Digging deeper into the cultural undertones of music

Written by Aria Mia Loberti ’20

There is no denying the power, size and influence of the music industry in today’s world. Whether offered by a multibillion-dollar business for mass consumption, or as an artist’s cultural or self-expression, or both, the musical arts offer important tools, experiences, and benefits. And it often reflects a cultural moment, an era or a political cause.

Indeed, digging deeper into the cultural undertones of music offers a new perspective on historical moments and a new way to appreciate the diversity of the world around us. For Vilde Aaslid, URI assistant professor of music, it’s another day at the office.

She puts musical theory into practice through her work in musicology and music history. Aaslid uniquely works to integrate genres like jazz into studies of musical form and function that are typically only reserved for classical or Western-influenced music. It’s all an effort to make music studies more accessible, approachable and culturally inclusive.

Aaslid is preparing to launch that effort in a new way with a book. Currently in progress, it highlights the political intersections of jazz and poetry.

“When jazz musicians and poets come together often what they make is explicitly moving and inspires a reaction or action,” she says. “Jazz’s encounters with poetry gives us an opportunity to understand jazz better. Often when we are talking about absolute music — music without an external referent — we bump into challenges when we try to describe what the music is actually doing. When we put language to it and watch how it reacts — as through poetry — we can learn more about what jazz signifies.”

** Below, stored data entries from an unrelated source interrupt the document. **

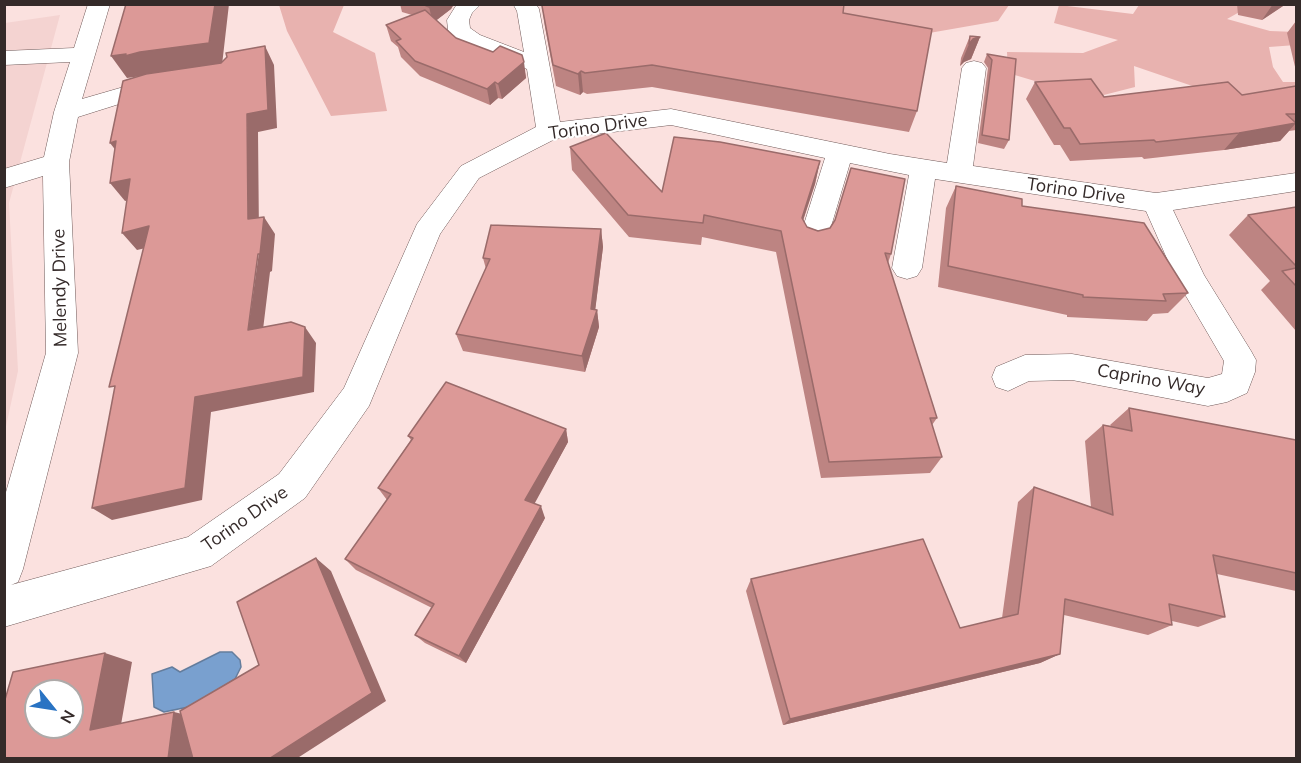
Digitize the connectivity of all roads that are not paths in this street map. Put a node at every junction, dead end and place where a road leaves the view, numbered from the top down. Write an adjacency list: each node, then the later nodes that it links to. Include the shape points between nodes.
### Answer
1 (99, 4): 4 (street, Melendy Drive)
2 (471, 4): 6 (street, via 462,10 459,30 472,40)
3 (523, 4): 6 (street, via 528,9)
4 (84, 54): 5 (street); 9 (street, Melendy Drive)
5 (4, 58)
6 (537, 65): 10 (street)
7 (974, 68): 14 (street)
8 (190, 78): 9 (street, via 155,83)
9 (66, 112): 12 (street, Melendy Drive)
10 (549, 131): 11 (street, Torino Drive, via 671,117); 22 (street, Torino Drive, via 470,172 427,231 357,396 292,486 197,553)
11 (840, 153): 13 (street, Torino Drive); 18 (street)
12 (56, 162): 15 (street); 21 (street, Melendy Drive, via 62,353)
13 (923, 168): 14 (street, Torino Drive); 19 (street)
14 (959, 174): 17 (street, Torino Drive)
15 (4, 179)
16 (1296, 182): 17 (street, Torino Drive)
17 (1156, 203): 20 (street, Caprino Way, via 1191,279 1240,360 1235,383 1208,392 1072,367 1025,368)
18 (813, 240)
19 (907, 268)
20 (1008, 377)
21 (4, 569)
22 (4, 607)

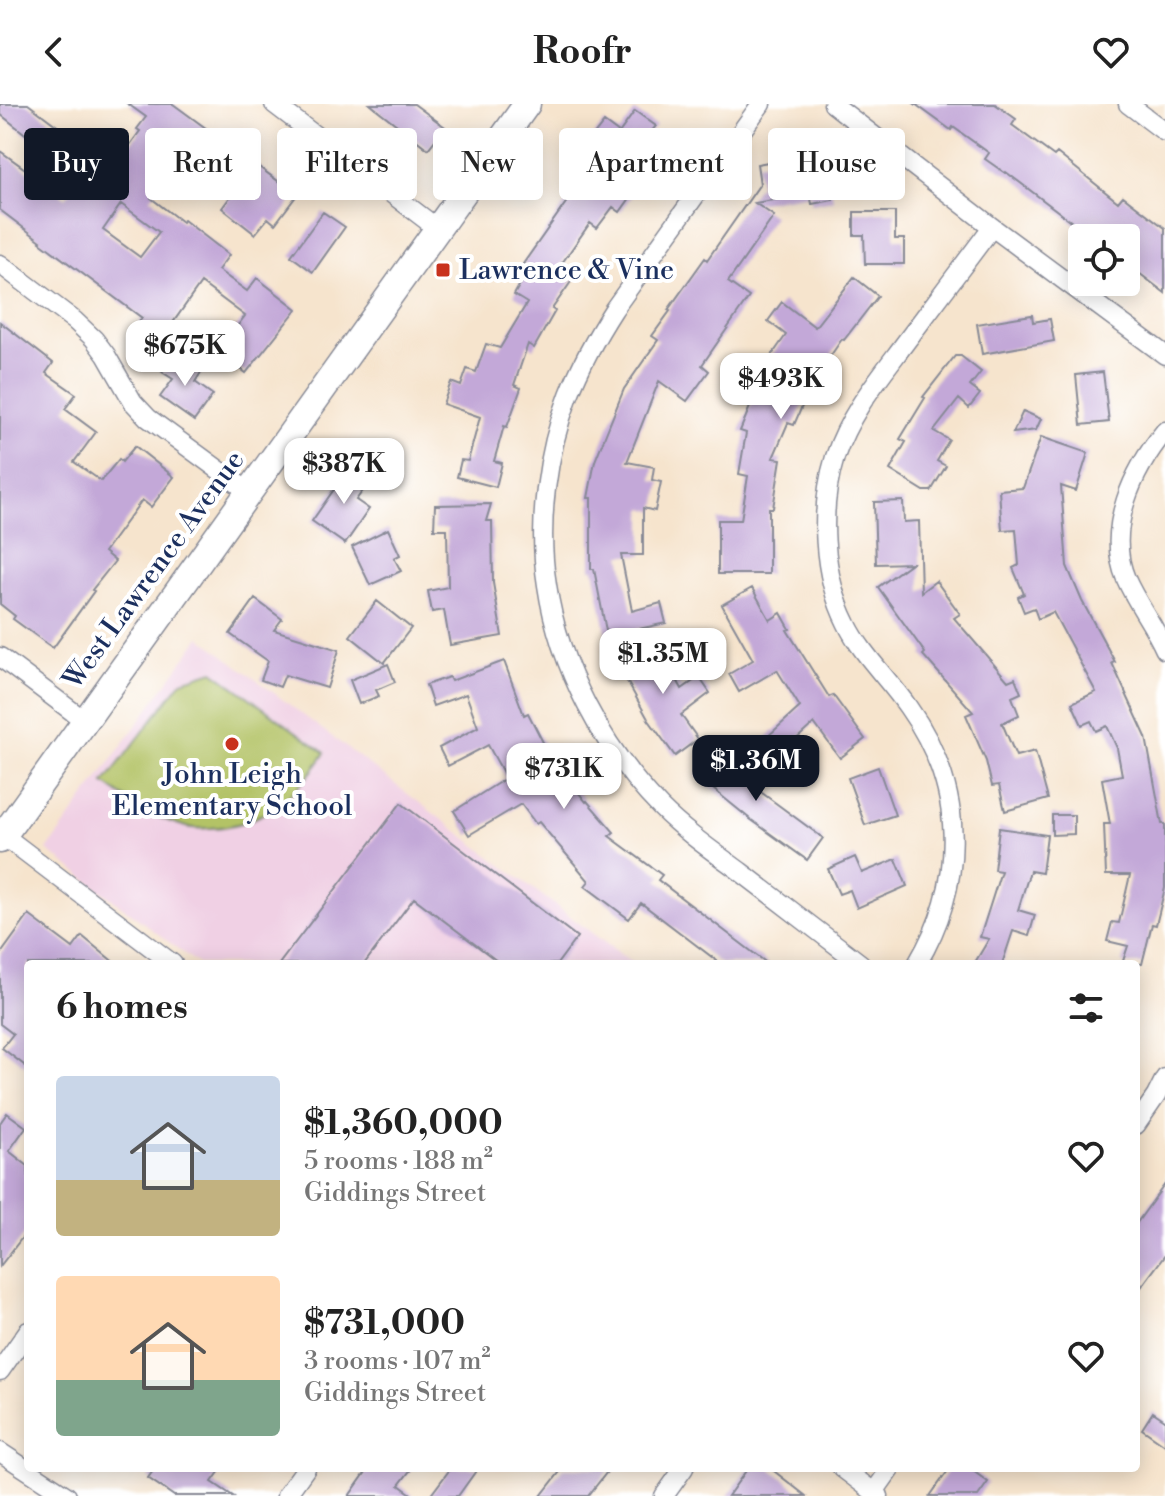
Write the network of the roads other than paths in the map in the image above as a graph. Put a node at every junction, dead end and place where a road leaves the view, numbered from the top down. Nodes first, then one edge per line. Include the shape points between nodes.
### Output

For example, take artist Samora Pinderhughes who composed a piece in response to the Black Lives Matter movement. The work includes improvised passages, a jazz score and poetry.

“When I went to the performance, I was struck with how overwhelmingly earnest it was,” Aaslid says. “Here was this intense, emotional plea for engagement.”

She noticed how the poetic elements of the piece draw on sentimentality, which she underscores in her book.

“The piece’s main job is not to impress you or comment on something. Its primary purpose is to move your heart,” she says. “With your heart moved, you may take action.”

Her book also includes chapters on the politics of genre, gender and language in jazz, the politics of interactivity and Black Nationalism in the 1960s. The wide-ranging project is one Aaslid describes as fun, challenging, and incredibly satisfying by drawing on music’s intersections with philosophy, gender studies, rhetoric, sociology and beyond.

She hopes that her work can cut across the often-rigid boundaries of music studies, where the methods of research are too often determined by the kind of music being studied rather than the kinds of questions the researcher wants to answer.

“In both my research and in my teaching, I find myself bouncing into walls: ideological walls, political walls and unintentional restraints that people have placed on interactions with music in their lives,” she says. “Whenever I encounter those, I want to tear them down, because they stop us from having a free and full relationship with music.”

Aaslid has long infused music into every aspect of her life. She grew up in a musical family. Her grandfather played violin and her grandmother played piano in the small Norwegian city where they lived. As a child, Aaslid trained as a violinist and attended a pre-college conservatory where she took a music history course.

“It became clear in my first year in conservatory that my interests were academic,” she says.

She turned her attention to music’s research components. By age 19, she was teaching music history classes at that same conservatory at which she was previously a student.

She pushes students to grapple with the complex narratives underlying music and connect music to disciplines outside of the performing arts.
 

Aaslid later completed her doctorate at the University of Virginia, which houses a cross-disciplinary training program in critical and comparative music studies. After completing her degree, she moved to New York and taught at Brooklyn College. Then, she completed a post-doctoral fellowship at Columbia University.

In 2016 she interviewed at URI.

“What really drew me to URI was this attitude of, ‘bring what you have,’” she says. “They needed someone who could do many different things.”

She settled in not only continuing her research but taking on a varied teaching role. Here, she has taught almost every core history course the Music Department offers, exposing freshmen through seniors to her own research.

She pushes students to grapple with the complex narratives underlying music and connect music to disciplines outside of the performing arts. Her pedagogical approach is exploratory and invites students to drop preconceived notions of a music’s purpose or background, and instead make more informed interactions with music or to engage with non-Western musical traditions and histories.

“If we understand where judgments and assumptions are coming from,” she says, “our relationship with music becomes freer and less hierarchical. But, of course, music can be just pleasure, too. To reconnect us with that is very meaningful, especially when we are not constrained by ideas of what music is supposed to be.”

Even outside of her teaching and research, Aaslid seeks to exemplify this open mindset. She plays Norwegian folk music on the hardanger fiddle, a folk instrument from her home country. But it is her research that motivates her, and one of the many reasons she enjoys coming to work each day.

“I feel so privileged to get do this work,” she says. “I am so fortunate.”